Отец уже не смеялся.
– Да ошиблись они в военкомате, – сказал он. – Какая ему война в 62 года. – И пошел разбираться, а сосед
ушел утешать разрыдавшуюся сноху, мужа которой тоже
забирали на фронт.
Я тихо подошел к деду:
– Деда, неужели правда пойдешь?
– Да что ты, Николайка, куда мне с молодыми воевать… – улыбнулся дед. – От меня здесь пользы больше будет. А надо быть всегда там, где от тебя больше
пользы.
Отец вернулся из военкомата и сказал, что во всѐм
разобрался и деду не нужно идти на фронт.
– Можешь свою повестку на память себе оставить!
Позднее мы узнали, что у деда, как у крестьянина,
родившегося еще при царе, просто не было документов,
подтверждающих дату рождения, а в военкомате, чтобы
выполнить пришедший «сверху» план, брали всех, кто
подходил по возрасту от 17 до 50. Отец горячо убеждал,
делал упор на то, что дед уже старый и что в семье должен остаться хотя бы один мужчина. В конце концов, в
военкомате пока согласились. В последующие месяцы
войны, когда брать на фронт было уже совсем некого,
возрастную планку расширили, и даже без документов
брали тех, кому было примерно от 14 до 60.
Еще мы узнали, что фашистов ведет Адольф Гитлер.
К 41-му году он уже подчинил своей власти практически
всю Европу. Победа над последней страной – Англией –
означала бы полное господство на западе, но восток попрежнему оставался бы за русскими. Наша крупнейшая в
мире страна, сверхдержава Союз Советских Социалистических Республик, раскинулась на одну шестую часть
суши и объединяла 16 республик. Лакомый кусочек для
политиков. Оставить столько природных, человеческих и
промышленных ресурсов чужой власти Гитлер не хотел.

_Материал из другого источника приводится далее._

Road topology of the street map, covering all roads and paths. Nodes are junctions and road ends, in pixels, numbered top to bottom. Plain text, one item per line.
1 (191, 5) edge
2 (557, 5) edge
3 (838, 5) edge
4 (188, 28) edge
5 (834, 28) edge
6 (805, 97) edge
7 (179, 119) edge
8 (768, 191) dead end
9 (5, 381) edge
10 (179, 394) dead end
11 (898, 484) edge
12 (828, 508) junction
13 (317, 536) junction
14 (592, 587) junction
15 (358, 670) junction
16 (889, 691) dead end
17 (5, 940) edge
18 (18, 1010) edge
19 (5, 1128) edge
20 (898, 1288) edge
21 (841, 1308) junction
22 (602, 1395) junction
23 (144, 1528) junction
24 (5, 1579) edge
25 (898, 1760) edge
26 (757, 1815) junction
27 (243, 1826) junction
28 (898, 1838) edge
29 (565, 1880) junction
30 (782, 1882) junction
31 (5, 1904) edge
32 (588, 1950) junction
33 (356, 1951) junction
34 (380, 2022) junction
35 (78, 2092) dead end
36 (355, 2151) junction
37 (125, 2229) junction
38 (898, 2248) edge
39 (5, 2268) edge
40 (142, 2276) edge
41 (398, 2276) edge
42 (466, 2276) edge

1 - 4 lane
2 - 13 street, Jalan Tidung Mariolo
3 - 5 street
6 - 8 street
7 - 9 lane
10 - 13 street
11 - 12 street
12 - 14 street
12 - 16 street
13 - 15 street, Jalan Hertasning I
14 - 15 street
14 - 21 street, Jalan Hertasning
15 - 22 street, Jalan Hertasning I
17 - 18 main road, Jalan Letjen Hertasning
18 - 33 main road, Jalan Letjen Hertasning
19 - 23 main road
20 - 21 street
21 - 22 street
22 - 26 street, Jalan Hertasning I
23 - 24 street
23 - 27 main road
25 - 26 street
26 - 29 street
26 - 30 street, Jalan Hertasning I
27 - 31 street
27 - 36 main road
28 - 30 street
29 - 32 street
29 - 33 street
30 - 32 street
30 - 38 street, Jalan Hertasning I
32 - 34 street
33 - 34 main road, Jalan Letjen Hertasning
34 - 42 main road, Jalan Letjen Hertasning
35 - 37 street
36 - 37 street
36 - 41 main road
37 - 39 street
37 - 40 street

Тогда он и его союзники пошли на преступление против
человечества: они запланировали полностью истребить
основные народы нашей огромной страны – взрослых,
стариков и детей, а выживших навсегда сделать рабами,
и всѐ, что есть у нас – земли, нефть и леса, заводы и достояния культуры – забрать себе. В оправдание собственной бесчеловечности была придумала целая идеология о том, что одни народы имеют право жить, а другие нет. Просто потому, что у них другой цвет глаз или
родились они не там, где требуется. Фашистам было не
интересно, о чем мы думаем, какая у нас культура и хотим ли мы просто быть. Они сжигали нас в сараях, расстреливали целыми семьями, топили в реках, связывая
одной верѐвкой, чтобы не переводить на нас дорогие патроны… Они издевались над детьми и женщинами, полностью откачивали кровь для переливания своим солдатам из всех, кто был старше лет шести. Это было страшно, очень страшно.
А у нас пока идет сенокос, рождаются долгожданные
малыши, Дмитрий Шостакович еще не написал свою
«Ленинградскую» 7-ю симфонию, Борис Полевой не рассказал «Повесть о настоящем человеке», заключенный
Андрей Туполев не создал свои знаменитые самолеты
«Ту», а у меня впереди – весь мир и голубые дали…
* * *
На следующий день мы все пошли провожать отца и
дядю. Все три мои сестренки – родные и двоюродная –
шли у нас под ногами, держась за руки, и растерянно
вглядывались в лица взрослых. Было грустно, и даже никогда не унывающий дядя сегодня не смеялся. Тетя несла
в тряпицах маленькую розовую Любу.
– Ну, теперь я спокоен! Успел на дочь посмотреть!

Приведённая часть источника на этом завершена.